▸ **Work instruction**
Give the entries again exactly; drop the pictures.
[[ Material to process, beginning ]]
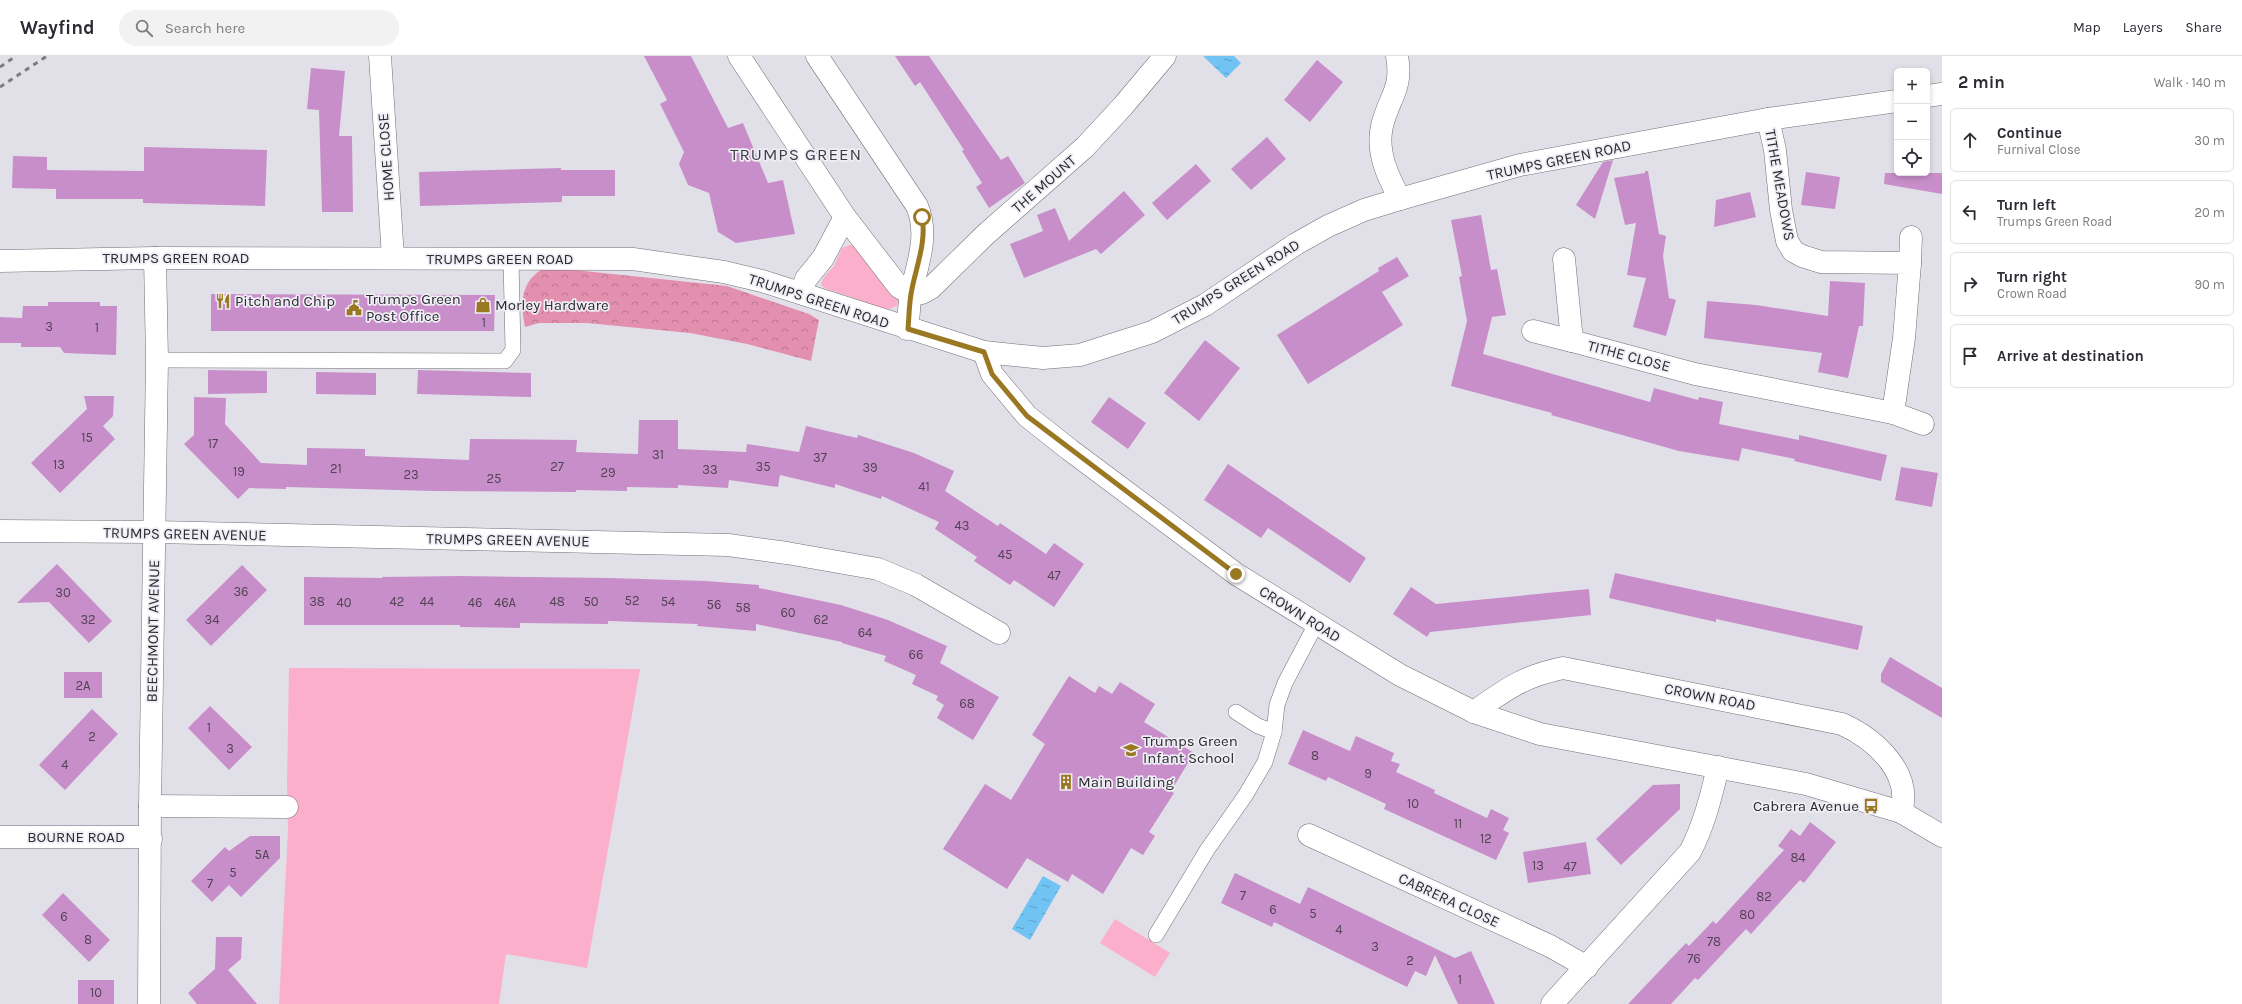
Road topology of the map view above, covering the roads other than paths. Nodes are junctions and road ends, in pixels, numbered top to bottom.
1 (380, 56) edge
2 (739, 56) edge
3 (817, 56) edge
4 (1164, 56) edge
5 (1398, 56) edge
6 (1942, 94) edge
7 (1930, 96) edge
8 (1894, 101) edge
9 (1768, 119) junction
10 (1400, 199) junction
11 (845, 217) junction
12 (1911, 237) dead end
13 (156, 258) junction
14 (393, 258) junction
15 (1564, 259) dead end
16 (0, 260) edge
17 (511, 260) junction
18 (1910, 263) junction
19 (801, 293) junction
20 (911, 294) junction
21 (908, 329) junction
22 (1533, 331) dead end
23 (1572, 341) junction
24 (984, 352) junction
25 (157, 360) junction
26 (1893, 413) junction
27 (1923, 424) dead end
28 (0, 531) edge
29 (155, 532) junction
30 (1316, 624) junction
31 (999, 633) dead end
32 (1236, 712) dead end
33 (1474, 712) junction
34 (1274, 732) junction
35 (1718, 768) junction
36 (150, 806) junction
37 (288, 807) dead end
38 (1901, 812) junction
39 (1309, 835) dead end
40 (1942, 836) edge
41 (0, 837) edge
42 (151, 839) junction
43 (1156, 935) dead end
44 (1587, 967) junction
45 (149, 1004) edge
46 (1552, 1004) edge

1 - 14 street, HOME CLOSE
2 - 11 street
3 - 20 street
4 - 20 street, THE MOUNT
5 - 10 street
6 - 7 street
8 - 9 street, TRUMPS GREEN ROAD
9 - 10 street, TRUMPS GREEN ROAD
9 - 18 street, TITHE MEADOWS
10 - 24 street, TRUMPS GREEN ROAD
11 - 19 street
11 - 20 street
12 - 18 street
13 - 14 street, TRUMPS GREEN ROAD
13 - 16 street, TRUMPS GREEN ROAD
13 - 25 street, BEECHMONT AVENUE
14 - 17 street, TRUMPS GREEN ROAD
15 - 23 street, TITHE CLOSE
17 - 19 street, TRUMPS GREEN ROAD
17 - 25 lane
18 - 26 street
19 - 21 street, TRUMPS GREEN ROAD
20 - 21 street
21 - 24 street, TRUMPS GREEN ROAD
22 - 23 street
23 - 26 street, TITHE CLOSE
24 - 30 street, CROWN ROAD
25 - 29 street, BEECHMONT AVENUE
26 - 27 street
28 - 29 street, TRUMPS GREEN AVENUE
29 - 31 street, TRUMPS GREEN AVENUE
29 - 36 street, BEECHMONT AVENUE
30 - 33 street, CROWN ROAD
30 - 34 lane
32 - 34 lane
33 - 35 street, CROWN ROAD
33 - 38 street, CROWN ROAD
34 - 43 lane
35 - 38 street, CROWN ROAD
35 - 44 street
36 - 37 street
36 - 42 street, BEECHMONT AVENUE
38 - 40 street, CROWN ROAD
39 - 44 street, CABRERA CLOSE
41 - 42 street, BOURNE ROAD
42 - 45 street, BEECHMONT AVENUE
44 - 46 street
[[ Material to process, end ]]
▸ **Result for this task**
Road topology of the map view above, covering the roads other than paths. Nodes are junctions and road ends, in pixels, numbered top to bottom.
1 (380, 56) edge
2 (739, 56) edge
3 (817, 56) edge
4 (1164, 56) edge
5 (1398, 56) edge
6 (1942, 94) edge
7 (1930, 96) edge
8 (1894, 101) edge
9 (1768, 119) junction
10 (1400, 199) junction
11 (845, 217) junction
12 (1911, 237) dead end
13 (156, 258) junction
14 (393, 258) junction
15 (1564, 259) dead end
16 (0, 260) edge
17 (511, 260) junction
18 (1910, 263) junction
19 (801, 293) junction
20 (911, 294) junction
21 (908, 329) junction
22 (1533, 331) dead end
23 (1572, 341) junction
24 (984, 352) junction
25 (157, 360) junction
26 (1893, 413) junction
27 (1923, 424) dead end
28 (0, 531) edge
29 (155, 532) junction
30 (1316, 624) junction
31 (999, 633) dead end
32 (1236, 712) dead end
33 (1474, 712) junction
34 (1274, 732) junction
35 (1718, 768) junction
36 (150, 806) junction
37 (288, 807) dead end
38 (1901, 812) junction
39 (1309, 835) dead end
40 (1942, 836) edge
41 (0, 837) edge
42 (151, 839) junction
43 (1156, 935) dead end
44 (1587, 967) junction
45 (149, 1004) edge
46 (1552, 1004) edge

1 - 14 street, HOME CLOSE
2 - 11 street
3 - 20 street
4 - 20 street, THE MOUNT
5 - 10 street
6 - 7 street
8 - 9 street, TRUMPS GREEN ROAD
9 - 10 street, TRUMPS GREEN ROAD
9 - 18 street, TITHE MEADOWS
10 - 24 street, TRUMPS GREEN ROAD
11 - 19 street
11 - 20 street
12 - 18 street
13 - 14 street, TRUMPS GREEN ROAD
13 - 16 street, TRUMPS GREEN ROAD
13 - 25 street, BEECHMONT AVENUE
14 - 17 street, TRUMPS GREEN ROAD
15 - 23 street, TITHE CLOSE
17 - 19 street, TRUMPS GREEN ROAD
17 - 25 lane
18 - 26 street
19 - 21 street, TRUMPS GREEN ROAD
20 - 21 street
21 - 24 street, TRUMPS GREEN ROAD
22 - 23 street
23 - 26 street, TITHE CLOSE
24 - 30 street, CROWN ROAD
25 - 29 street, BEECHMONT AVENUE
26 - 27 street
28 - 29 street, TRUMPS GREEN AVENUE
29 - 31 street, TRUMPS GREEN AVENUE
29 - 36 street, BEECHMONT AVENUE
30 - 33 street, CROWN ROAD
30 - 34 lane
32 - 34 lane
33 - 35 street, CROWN ROAD
33 - 38 street, CROWN ROAD
34 - 43 lane
35 - 38 street, CROWN ROAD
35 - 44 street
36 - 37 street
36 - 42 street, BEECHMONT AVENUE
38 - 40 street, CROWN ROAD
39 - 44 street, CABRERA CLOSE
41 - 42 street, BOURNE ROAD
42 - 45 street, BEECHMONT AVENUE
44 - 46 street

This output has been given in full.